Despite the candidates' local focus, the performance began to draw attention after CBS broadcast a piece on their music-making on Friday.

"There's a need for these sorts of stories, because they're not really appearing anywhere," Mayo, whose platform is focused on a sense of shared responsibility for civic life, tells NPR. Mayo sees Americans as having lost their sense of a shared identity. "We're tribal in our thought process," he says. "We're forgetting that we need a deeper bond beneath that."

The chorus of the song, he says, talks "about how everywhere you look, what we're reading and watching, it's basically society fighting. We're bickering, and we've lost sight of what's really important."

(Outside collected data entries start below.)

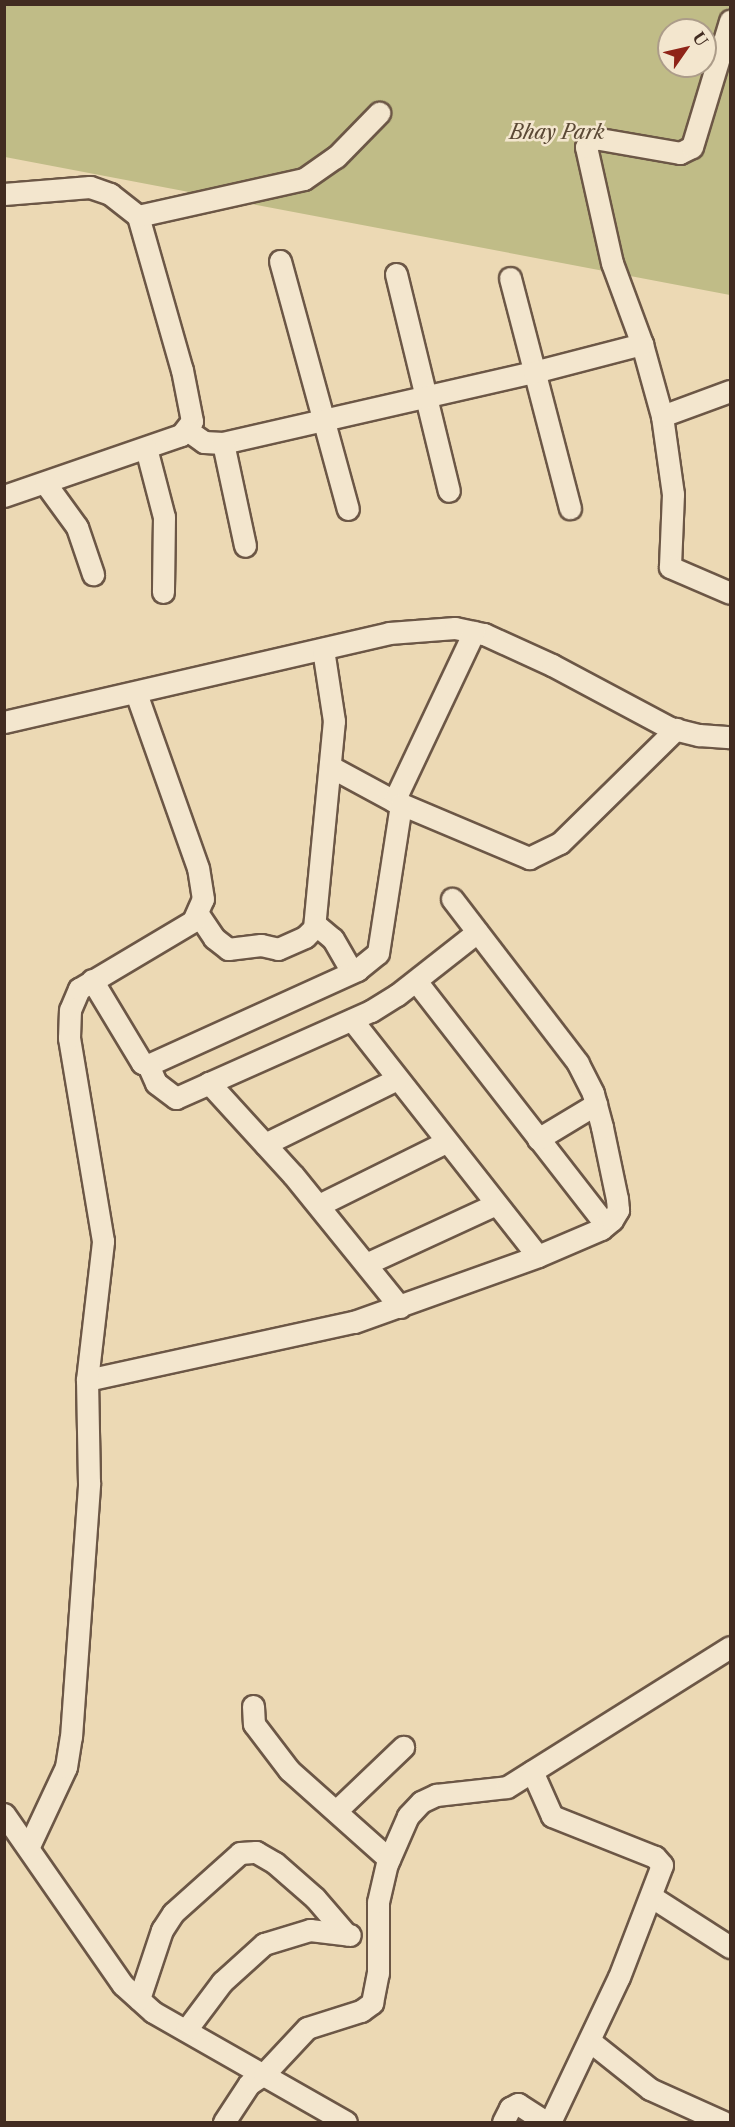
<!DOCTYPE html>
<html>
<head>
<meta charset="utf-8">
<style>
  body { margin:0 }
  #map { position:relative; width:735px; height:2127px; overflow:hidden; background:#ecd9b4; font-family:"Libre Caslon Text",serif }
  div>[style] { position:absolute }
  .green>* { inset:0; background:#c0bc87 }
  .roads { filter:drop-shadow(2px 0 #6c5746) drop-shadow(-2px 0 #6c5746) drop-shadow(0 2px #6c5746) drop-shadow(0 -2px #6c5746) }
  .minor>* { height:21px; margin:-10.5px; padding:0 10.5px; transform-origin:10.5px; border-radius:10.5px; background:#f3e6ce }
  span { translate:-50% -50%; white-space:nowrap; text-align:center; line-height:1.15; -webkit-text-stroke:5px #f3e6ce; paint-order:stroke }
  .park-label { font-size:20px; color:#5b4935; font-style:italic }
  .frame { position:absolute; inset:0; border:6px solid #422c21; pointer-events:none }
  .north { position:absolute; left:657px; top:18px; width:60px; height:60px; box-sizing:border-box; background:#f3e6ce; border:2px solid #ac9c89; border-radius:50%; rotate:56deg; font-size:16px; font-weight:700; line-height:24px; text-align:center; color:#422c21 }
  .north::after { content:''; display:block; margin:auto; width:21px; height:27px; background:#8f2418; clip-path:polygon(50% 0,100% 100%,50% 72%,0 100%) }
</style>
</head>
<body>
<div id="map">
  <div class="green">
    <div style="clip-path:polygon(evenodd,4px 5px,730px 5px,730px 295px,5px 157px,4px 5px,669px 30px,705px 30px,705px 66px,669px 66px,669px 30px)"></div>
  </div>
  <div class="roads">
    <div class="minor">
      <div style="left:4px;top:194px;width:86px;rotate:-4.7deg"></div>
      <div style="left:90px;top:187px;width:21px;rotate:19deg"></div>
      <div style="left:110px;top:194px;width:36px;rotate:38deg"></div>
      <div style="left:138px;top:216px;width:160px;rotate:74.1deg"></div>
      <div style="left:182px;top:370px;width:52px;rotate:78.9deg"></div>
      <div style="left:192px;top:421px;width:18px;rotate:128deg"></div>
      <div style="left:181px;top:435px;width:187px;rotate:161deg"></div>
      <div style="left:138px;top:216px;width:170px;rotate:-12.6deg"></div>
      <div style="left:304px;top:179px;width:39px;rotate:-35deg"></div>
      <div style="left:336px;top:157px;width:62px;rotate:-45.7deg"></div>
      <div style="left:280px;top:261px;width:257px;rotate:74.7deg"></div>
      <div style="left:396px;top:274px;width:223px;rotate:76.3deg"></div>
      <div style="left:510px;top:278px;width:238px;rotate:75.4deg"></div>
      <div style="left:642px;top:344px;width:75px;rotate:74.5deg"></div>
      <div style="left:662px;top:416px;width:79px;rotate:82deg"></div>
      <div style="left:673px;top:494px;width:73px;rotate:92.4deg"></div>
      <div style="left:670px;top:567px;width:65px;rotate:23.4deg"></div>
      <div style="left:662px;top:416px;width:72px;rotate:-20.2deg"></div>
      <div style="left:187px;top:430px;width:21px;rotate:35deg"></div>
      <div style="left:204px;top:442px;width:19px;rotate:3deg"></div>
      <div style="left:223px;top:443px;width:319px;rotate:-12.9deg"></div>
      <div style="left:534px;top:372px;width:112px;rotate:-14.5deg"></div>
      <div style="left:642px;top:344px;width:86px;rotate:-110.3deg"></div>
      <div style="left:612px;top:263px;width:119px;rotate:-102.6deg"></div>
      <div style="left:586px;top:147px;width:12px;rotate:-48deg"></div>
      <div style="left:594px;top:138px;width:87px;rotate:9.9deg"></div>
      <div style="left:680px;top:153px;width:13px;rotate:-27deg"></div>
      <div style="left:692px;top:147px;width:132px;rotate:-73.2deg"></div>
      <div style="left:223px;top:443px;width:105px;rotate:77.9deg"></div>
      <div style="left:146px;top:448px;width:71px;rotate:75.4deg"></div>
      <div style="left:164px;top:517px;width:75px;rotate:90.8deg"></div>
      <div style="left:45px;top:483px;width:54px;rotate:54deg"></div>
      <div style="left:77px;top:527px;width:50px;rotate:71.2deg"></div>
      <div style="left:4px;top:722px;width:395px;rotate:-13deg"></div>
      <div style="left:389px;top:633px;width:66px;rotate:-4.3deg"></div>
      <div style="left:455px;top:628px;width:30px;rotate:12deg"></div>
      <div style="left:484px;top:634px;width:75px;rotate:24.5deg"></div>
      <div style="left:552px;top:665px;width:134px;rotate:28.1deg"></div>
      <div style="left:670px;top:728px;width:30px;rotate:14deg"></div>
      <div style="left:699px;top:735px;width:31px;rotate:4deg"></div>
      <div style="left:331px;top:767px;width:72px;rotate:28.4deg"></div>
      <div style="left:394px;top:801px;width:147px;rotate:22.9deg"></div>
      <div style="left:529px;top:858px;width:34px;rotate:-26deg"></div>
      <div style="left:560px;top:843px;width:163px;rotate:-44.5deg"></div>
      <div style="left:394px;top:801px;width:187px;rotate:-64.7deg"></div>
      <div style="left:198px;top:914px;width:29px;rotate:56deg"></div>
      <div style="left:214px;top:938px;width:18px;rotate:38deg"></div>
      <div style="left:228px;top:949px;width:33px;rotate:-7deg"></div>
      <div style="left:261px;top:945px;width:17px;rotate:13deg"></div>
      <div style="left:278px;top:949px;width:30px;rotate:-24deg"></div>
      <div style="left:305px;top:937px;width:13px;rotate:-45deg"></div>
      <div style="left:314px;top:928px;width:208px;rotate:-84.5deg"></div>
      <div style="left:334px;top:721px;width:73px;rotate:-98.7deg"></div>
      <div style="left:315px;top:924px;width:23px;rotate:40deg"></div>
      <div style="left:333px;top:939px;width:38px;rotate:60deg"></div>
      <div style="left:92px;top:980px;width:97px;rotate:58.9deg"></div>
      <div style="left:142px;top:1063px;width:6px;rotate:18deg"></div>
      <div style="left:148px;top:1065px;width:230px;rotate:-24.4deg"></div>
      <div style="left:357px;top:970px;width:27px;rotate:-39deg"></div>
      <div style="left:378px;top:953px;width:151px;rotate:-81.2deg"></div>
      <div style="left:416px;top:981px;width:309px;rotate:52.1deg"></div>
      <div style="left:352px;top:1020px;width:300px;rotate:51.8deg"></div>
      <div style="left:148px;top:1065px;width:20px;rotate:66deg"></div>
      <div style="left:156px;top:1083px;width:25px;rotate:37deg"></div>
      <div style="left:176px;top:1098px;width:36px;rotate:-24deg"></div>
      <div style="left:538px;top:1139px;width:68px;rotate:-31.1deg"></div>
      <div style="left:265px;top:1144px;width:147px;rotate:-26.2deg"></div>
      <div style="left:319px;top:1205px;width:142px;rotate:-26.4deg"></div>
      <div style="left:368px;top:1263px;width:141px;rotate:-24.7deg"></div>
      <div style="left:400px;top:1307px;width:170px;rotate:-129deg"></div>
      <div style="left:293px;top:1175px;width:125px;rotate:-132.4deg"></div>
      <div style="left:209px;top:1083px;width:177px;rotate:-24deg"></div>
      <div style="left:371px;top:1011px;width:31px;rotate:-32deg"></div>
      <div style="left:397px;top:995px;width:102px;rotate:-38.2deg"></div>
      <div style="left:87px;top:1380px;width:273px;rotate:-12.3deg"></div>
      <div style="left:354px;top:1322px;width:195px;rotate:-19.7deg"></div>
      <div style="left:538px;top:1256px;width:69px;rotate:-23.2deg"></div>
      <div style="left:601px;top:1229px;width:14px;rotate:-39deg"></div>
      <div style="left:612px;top:1220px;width:12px;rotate:-59deg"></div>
      <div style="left:618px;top:1210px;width:11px;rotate:-95deg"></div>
      <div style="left:617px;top:1199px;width:74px;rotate:-101.8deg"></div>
      <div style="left:602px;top:1127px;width:35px;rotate:-105deg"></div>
      <div style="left:593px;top:1093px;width:34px;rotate:-117deg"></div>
      <div style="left:578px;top:1063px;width:207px;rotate:-127.5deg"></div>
      <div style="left:253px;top:1706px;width:18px;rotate:87deg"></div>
      <div style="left:254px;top:1724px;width:58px;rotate:52.7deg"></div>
      <div style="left:289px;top:1770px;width:134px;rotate:41.7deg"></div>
      <div style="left:336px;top:1811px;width:93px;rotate:-43.7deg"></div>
      <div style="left:4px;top:1814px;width:208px;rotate:55.2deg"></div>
      <div style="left:123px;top:1985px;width:40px;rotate:42deg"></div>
      <div style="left:153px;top:2012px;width:222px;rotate:29.7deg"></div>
      <div style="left:29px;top:1846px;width:87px;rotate:-64.9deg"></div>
      <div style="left:66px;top:1767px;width:30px;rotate:-81deg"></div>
      <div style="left:71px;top:1737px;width:255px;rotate:-85.9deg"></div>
      <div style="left:89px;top:1483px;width:103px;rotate:-91.1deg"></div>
      <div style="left:87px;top:1380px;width:140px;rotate:-83.4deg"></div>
      <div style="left:103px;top:1241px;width:206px;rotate:-99.5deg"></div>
      <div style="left:69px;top:1038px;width:28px;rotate:-88deg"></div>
      <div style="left:70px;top:1010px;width:23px;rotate:-67deg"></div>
      <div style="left:79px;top:989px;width:133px;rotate:-30.8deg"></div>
      <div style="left:193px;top:921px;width:24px;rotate:-66deg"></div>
      <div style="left:203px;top:899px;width:31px;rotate:-99deg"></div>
      <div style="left:198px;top:868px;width:186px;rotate:-109.5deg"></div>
      <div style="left:652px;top:1897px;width:93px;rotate:32.7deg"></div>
      <div style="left:139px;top:1999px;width:73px;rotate:-71.6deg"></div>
      <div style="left:162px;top:1930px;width:20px;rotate:-57deg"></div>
      <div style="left:173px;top:1913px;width:90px;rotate:-41.8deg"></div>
      <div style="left:240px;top:1853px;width:16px;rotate:-4deg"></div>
      <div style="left:256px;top:1852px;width:22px;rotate:30deg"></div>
      <div style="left:275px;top:1863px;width:53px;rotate:41.2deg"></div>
      <div style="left:315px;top:1898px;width:48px;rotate:49.3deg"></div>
      <div style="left:186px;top:2030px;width:60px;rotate:-53.1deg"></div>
      <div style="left:222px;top:1982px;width:57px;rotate:-42.1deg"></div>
      <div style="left:264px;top:1944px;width:48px;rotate:-16.9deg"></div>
      <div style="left:310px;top:1930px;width:40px;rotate:7.1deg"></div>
      <div style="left:591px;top:2042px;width:75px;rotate:38.5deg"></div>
      <div style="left:650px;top:2089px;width:80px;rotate:24.3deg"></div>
      <div style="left:224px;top:2122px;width:45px;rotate:-56.7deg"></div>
      <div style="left:249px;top:2084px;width:18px;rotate:-34deg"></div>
      <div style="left:264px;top:2074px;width:63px;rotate:-46.9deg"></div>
      <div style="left:307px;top:2028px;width:57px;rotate:-17.5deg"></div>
      <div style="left:361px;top:2011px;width:14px;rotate:-36deg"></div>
      <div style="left:372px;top:2003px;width:31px;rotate:-79deg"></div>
      <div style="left:378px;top:1973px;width:71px;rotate:-90deg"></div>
      <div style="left:378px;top:1902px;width:39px;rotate:-77deg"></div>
      <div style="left:387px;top:1864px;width:52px;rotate:-66.4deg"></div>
      <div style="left:408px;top:1816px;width:19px;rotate:-47deg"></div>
      <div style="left:421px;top:1802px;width:17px;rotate:-25deg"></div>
      <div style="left:436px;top:1795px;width:71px;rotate:-6.4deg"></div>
      <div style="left:507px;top:1787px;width:263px;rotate:-32.1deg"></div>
      <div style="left:503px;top:2122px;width:16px;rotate:-63deg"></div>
      <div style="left:510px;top:2108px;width:9px;rotate:-27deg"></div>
      <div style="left:518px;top:2104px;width:31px;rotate:33deg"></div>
      <div style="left:544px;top:2121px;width:7px;rotate:-8deg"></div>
      <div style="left:551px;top:2120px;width:158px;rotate:-64.6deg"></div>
      <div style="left:619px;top:1977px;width:120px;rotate:-69deg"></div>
      <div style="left:662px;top:1865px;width:11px;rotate:-131deg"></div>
      <div style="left:655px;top:1857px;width:111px;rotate:-158.3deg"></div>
      <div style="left:552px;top:1816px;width:49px;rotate:-114deg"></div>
    </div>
  </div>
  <div class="park-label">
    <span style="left:557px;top:132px">Bhay Park</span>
  </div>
  <div class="frame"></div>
  <div class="north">U</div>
</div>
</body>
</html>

The sense many Americans have of a more deeply cleft society is borne out with data. "In recent years," a poll from the Pew Research Center published a year ago pointed out, "the gaps on several sets of political values in particular – including measures of attitudes about the social safety net, race and immigration – have increased dramatically." It was a similar story six years ago, too.

Rogers tells NPR that her and her opponent's demonstration of civility illustrates not only a need for collaboration, but the multivalence of rural communities, despite often being characterized as homogeneous and cloistered. "I found that growing up in a really small town — in an elementary school class with 11 people," she says. "I couldn't choose to surround myself with people who agreed with me." In a follow-up email, Rogers writes that when "it's your neighbor who thinks differently than you, it's a lot easier to still see the common humanity."

It's a sentiment that Mayo echoes. "To me, the biggest, most significant problem is the fact that we do not know how to constructively engage with each other any more," he says."I really believe that government and all the issues involved in it are highly complex and interconnected, and if we're able to work together — with respect being the underlying value — we're going to be able to make progress."